Some go bad. Others turn to drink. Many fall in love. Taiwan can do funny things to expats. While living here last year, Canadian singer/songwriter Shayne Lazarowich penned the sincere and down-to-earth Dance Until the Moon Falls Down.
Although it is a personal love song, “it is also about being here in Taiwan, all the beautiful things that I was blessed with, people I’ve known ... as well as many regrets, things that should have been ... things I should have, or should not have done. But that is life, here or anywhere else.” Lazarowich says. “There ain’t no turning back. In the end you’re just left with the choice to love or not to love. I think it’s always important to try to choose love.”
Come away with me tonight, my love
I’ve got nowhere to hide and I’ve
swallowed my pride
I’ll tell you everything that I’ve ever
I was wrong, but come along, let me
sing you a song
and we’ll dance until the moon falls
These sentiments are much like those on his album Spirit, with its blend of blues, folk and country-influenced songs that are reminiscent of a bygone era but sung in an incredibly powerful, emotive voice.
Lazarowich is back on tour after a year in his hometown of Saskatoon and will be playing his final shows tonight and tomorrow in Taipei.
“I was only back here for a day and I realized why and how much I miss and love this place,” says Lazarowich who learned guitar as a child at his uncle’s knee and as a result was strongly influenced by blues and folk music. “He was from the Bob Dylan generation, which is a time that sometimes I wish I could have been born into,” Lazarowich says of his uncle.
Lazarowich may be new to many in Taipei as he lived in Kaohsiung County for seven years, during which time he performed primarily in southern Taiwan.
He says that while Taiwanese audiences may not always understand his lyrics, “they are not as loud and drunk as foreigners, and are really attentive.” Lazarowich also has “a Chinese song or two” but says “that’s what I mean about spirit. If you can feel it, you can dig it. It’s our spirit that makes us human, makes us real. It’s not about language or religion, it’s about a person’s essence.”
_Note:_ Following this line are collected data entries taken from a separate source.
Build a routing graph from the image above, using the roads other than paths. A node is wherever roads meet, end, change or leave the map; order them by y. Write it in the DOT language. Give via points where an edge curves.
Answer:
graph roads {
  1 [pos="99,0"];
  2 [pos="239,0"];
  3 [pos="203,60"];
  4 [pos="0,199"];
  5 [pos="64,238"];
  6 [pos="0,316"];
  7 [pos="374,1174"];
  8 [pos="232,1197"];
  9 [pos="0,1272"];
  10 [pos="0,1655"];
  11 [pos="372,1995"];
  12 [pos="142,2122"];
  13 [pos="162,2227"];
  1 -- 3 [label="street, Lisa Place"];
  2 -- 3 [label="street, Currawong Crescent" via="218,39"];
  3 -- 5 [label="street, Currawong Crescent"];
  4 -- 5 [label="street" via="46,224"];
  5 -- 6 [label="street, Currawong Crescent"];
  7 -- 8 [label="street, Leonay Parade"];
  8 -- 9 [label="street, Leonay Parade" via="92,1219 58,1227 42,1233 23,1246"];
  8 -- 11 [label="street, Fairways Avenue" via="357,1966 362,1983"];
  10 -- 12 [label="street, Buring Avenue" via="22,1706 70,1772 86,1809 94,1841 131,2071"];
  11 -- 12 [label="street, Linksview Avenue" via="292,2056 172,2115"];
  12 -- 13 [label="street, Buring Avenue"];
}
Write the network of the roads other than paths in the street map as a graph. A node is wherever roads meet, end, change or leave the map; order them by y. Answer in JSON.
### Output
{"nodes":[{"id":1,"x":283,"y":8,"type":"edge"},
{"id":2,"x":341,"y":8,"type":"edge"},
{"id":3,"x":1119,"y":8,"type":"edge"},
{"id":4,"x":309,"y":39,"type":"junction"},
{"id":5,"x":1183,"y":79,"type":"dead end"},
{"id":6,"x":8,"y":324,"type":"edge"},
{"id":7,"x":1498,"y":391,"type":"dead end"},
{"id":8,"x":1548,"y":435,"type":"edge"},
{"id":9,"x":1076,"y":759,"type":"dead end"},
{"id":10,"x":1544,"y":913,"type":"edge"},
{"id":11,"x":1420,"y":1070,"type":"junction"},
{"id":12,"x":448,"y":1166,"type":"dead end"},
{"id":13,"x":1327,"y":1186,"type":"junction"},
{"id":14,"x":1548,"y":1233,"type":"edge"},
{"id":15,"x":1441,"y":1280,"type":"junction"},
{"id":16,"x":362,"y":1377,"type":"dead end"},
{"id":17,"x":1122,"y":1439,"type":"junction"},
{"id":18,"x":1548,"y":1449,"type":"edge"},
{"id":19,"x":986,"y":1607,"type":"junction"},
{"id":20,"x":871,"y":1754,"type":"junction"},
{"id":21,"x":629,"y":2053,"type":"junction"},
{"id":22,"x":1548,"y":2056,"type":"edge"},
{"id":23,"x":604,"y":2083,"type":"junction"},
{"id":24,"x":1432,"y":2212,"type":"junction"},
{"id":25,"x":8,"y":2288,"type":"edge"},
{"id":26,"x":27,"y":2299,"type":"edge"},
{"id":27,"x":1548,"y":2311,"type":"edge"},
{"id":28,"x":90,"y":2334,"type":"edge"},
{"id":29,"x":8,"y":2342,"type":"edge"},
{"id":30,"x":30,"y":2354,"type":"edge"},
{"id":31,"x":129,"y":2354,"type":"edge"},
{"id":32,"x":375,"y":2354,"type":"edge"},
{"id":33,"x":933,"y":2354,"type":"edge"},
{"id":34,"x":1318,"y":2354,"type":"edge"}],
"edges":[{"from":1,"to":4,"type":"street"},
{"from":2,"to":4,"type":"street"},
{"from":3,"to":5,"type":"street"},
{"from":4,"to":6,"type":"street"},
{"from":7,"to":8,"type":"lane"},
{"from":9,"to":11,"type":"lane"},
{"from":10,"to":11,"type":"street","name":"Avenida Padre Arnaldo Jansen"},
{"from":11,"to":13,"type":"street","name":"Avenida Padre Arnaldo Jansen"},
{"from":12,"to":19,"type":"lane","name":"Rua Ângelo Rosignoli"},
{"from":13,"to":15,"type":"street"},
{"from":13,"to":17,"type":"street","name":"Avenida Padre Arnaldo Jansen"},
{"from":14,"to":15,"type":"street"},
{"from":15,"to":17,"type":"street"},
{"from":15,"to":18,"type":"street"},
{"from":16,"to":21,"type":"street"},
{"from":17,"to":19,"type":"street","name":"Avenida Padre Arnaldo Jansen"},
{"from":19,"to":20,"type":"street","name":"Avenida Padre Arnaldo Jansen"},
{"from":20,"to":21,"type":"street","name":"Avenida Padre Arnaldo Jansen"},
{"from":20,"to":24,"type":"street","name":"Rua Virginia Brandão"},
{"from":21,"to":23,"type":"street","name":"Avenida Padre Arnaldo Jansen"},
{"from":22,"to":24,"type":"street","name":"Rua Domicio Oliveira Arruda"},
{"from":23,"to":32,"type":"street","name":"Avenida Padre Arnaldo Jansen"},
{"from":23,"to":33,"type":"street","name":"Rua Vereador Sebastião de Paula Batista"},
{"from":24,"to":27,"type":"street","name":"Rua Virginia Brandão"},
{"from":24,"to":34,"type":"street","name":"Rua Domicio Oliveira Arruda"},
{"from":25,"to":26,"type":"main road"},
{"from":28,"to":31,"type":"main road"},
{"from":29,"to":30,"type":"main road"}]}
While on an early morning shoot for Spirit with photographer Steven Vigar, he ran into a group of Tibetan monks outside of a temple near Alian Township (阿蓮鄉), Kaohsiung County, which influenced the album’s name.
“It was a really special moment. Some things transcend cultural boundaries, or nations, or what we do for a living, like spirit, like music,” he says. The monks stopped to watch him play, and he was touched when he noticed that some of them “started clapping and moving their feet.”
Lazarowich plays VU Live House tonight with Sons of Homer, who are perhaps more appreciative of a “loud and drunk” crowd, with songs like Good, Good Lovin’ HDAU, which is about “doggie-style sex.” “My intention with the song ... is to completely shock the listener into fits of ‘I can’t believe he just says that!’” says lead singer Brandon Thompson. Like Ween, Sons of Homer play a range of styles, from rock and country to reggae, funk, and soul, with a rocking, energetic show dominated by Thompson’s exuberance.
Pat Reid from the Black Lung Inner City Choir will harmonize with Lazarowich, and The Dana Wylie Band will also be performing tonight.
Tomorrow Lazarowich’s show at Bliss features Tyler Dakin and the Long Naked Bottles. The group does a “roots interpretation of country, R’n’B and ska,” says Dakin. With Russell Picard using brushes on drums, and Roger Smith of The Moneyshot Horns on keyboards, the music has a spacey, down-home appeal.